Beyond the funds, ether is capturing real-time network demand following the July 1 debut of Robinhood Chain. The layer-2 network uses ether for gas fees and settles transactions on the Ethereum mainnet. It is currently processing over $800 million in daily decentralized exchange volume, heavily driven by memecoin trading.

Bitcoin is showing resilience despite its choppy ETF flows. On-chain data indicates exchange outflows have held steady amid Middle East escalation, and investors are not rotating into stablecoins. Funding rates near zero suggest the overleveraged long positions that triggered June's liquidation cascades have already been cleared, leaving bitcoin dominance at 58.3%.

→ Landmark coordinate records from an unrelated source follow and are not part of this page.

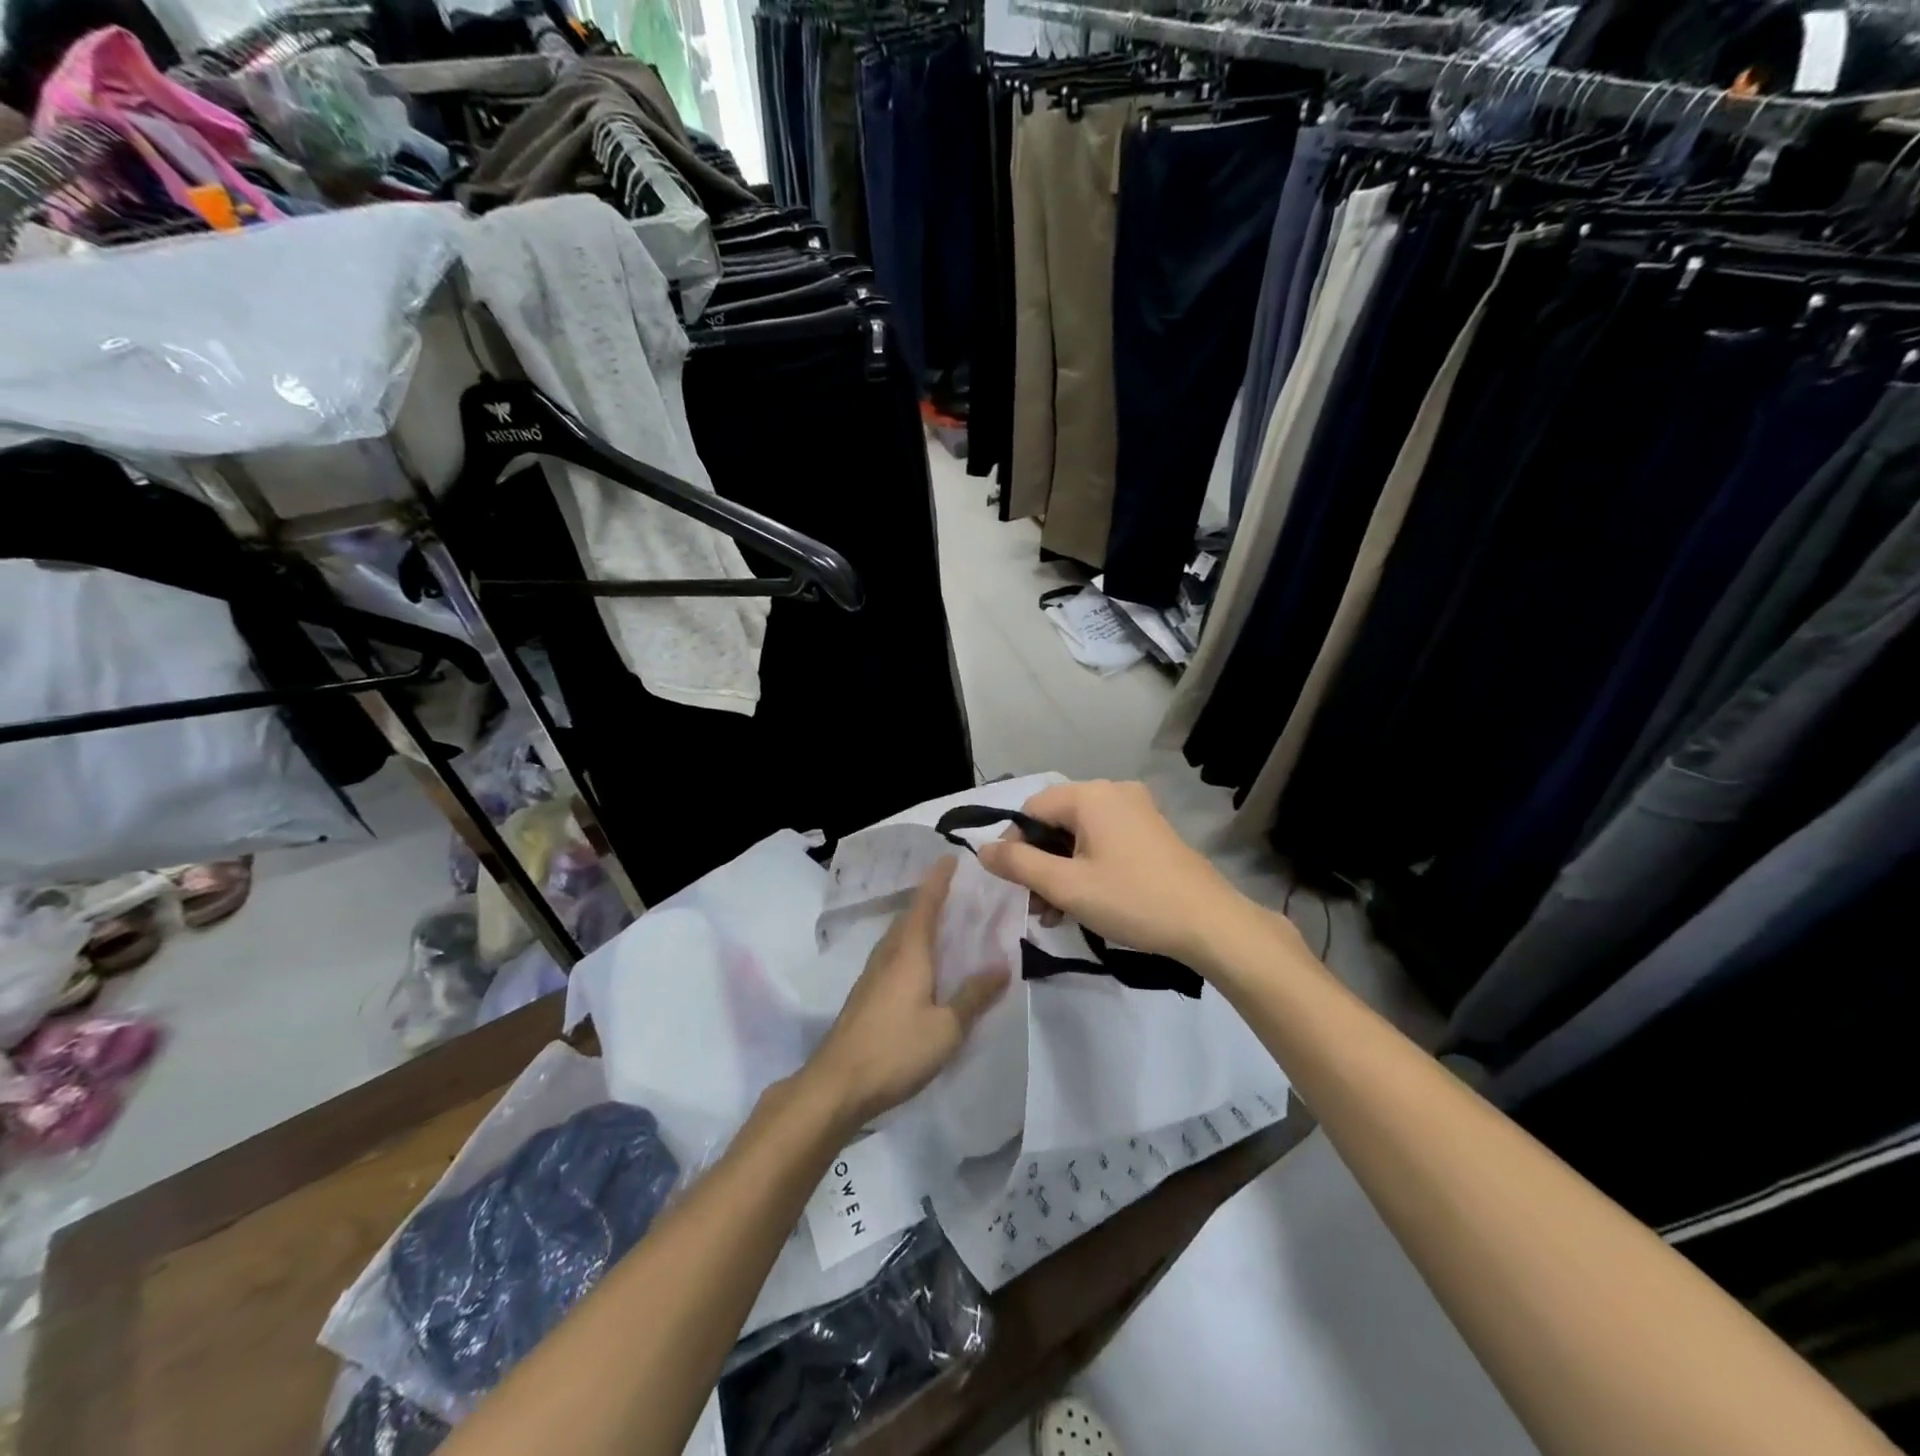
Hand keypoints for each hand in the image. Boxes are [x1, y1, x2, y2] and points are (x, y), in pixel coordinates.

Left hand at [804, 858, 1009, 1128]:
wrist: (837, 1084)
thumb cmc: (896, 1050)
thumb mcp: (947, 1027)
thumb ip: (974, 995)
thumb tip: (1001, 964)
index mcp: (909, 952)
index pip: (926, 904)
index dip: (938, 880)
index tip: (949, 856)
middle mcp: (888, 955)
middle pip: (910, 916)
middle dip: (930, 898)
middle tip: (956, 890)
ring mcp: (872, 975)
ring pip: (898, 936)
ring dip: (918, 922)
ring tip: (942, 922)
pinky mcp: (865, 995)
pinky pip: (892, 956)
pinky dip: (910, 946)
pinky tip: (920, 963)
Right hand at [977, 781, 1242, 964]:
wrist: (1209, 923)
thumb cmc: (1132, 900)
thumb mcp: (1066, 886)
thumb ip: (1018, 864)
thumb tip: (981, 849)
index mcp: (1090, 795)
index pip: (1031, 809)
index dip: (1014, 845)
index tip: (1014, 885)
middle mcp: (1113, 792)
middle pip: (1056, 822)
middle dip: (1039, 864)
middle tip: (1035, 907)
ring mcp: (1137, 811)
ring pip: (1079, 836)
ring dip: (1061, 872)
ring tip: (1055, 914)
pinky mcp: (1151, 832)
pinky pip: (1104, 842)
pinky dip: (1087, 868)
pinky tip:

The divergent performance underscores a maturing market where fee structures and network utility are dictating capital allocation. This shift is occurring against a backdrop of recovering broader market activity, as centralized exchange spot volumes climbed 15.3% to $1.11 trillion in June, marking the first monthly increase in five months. Real-world asset perpetual volumes also surged to a record $311 billion.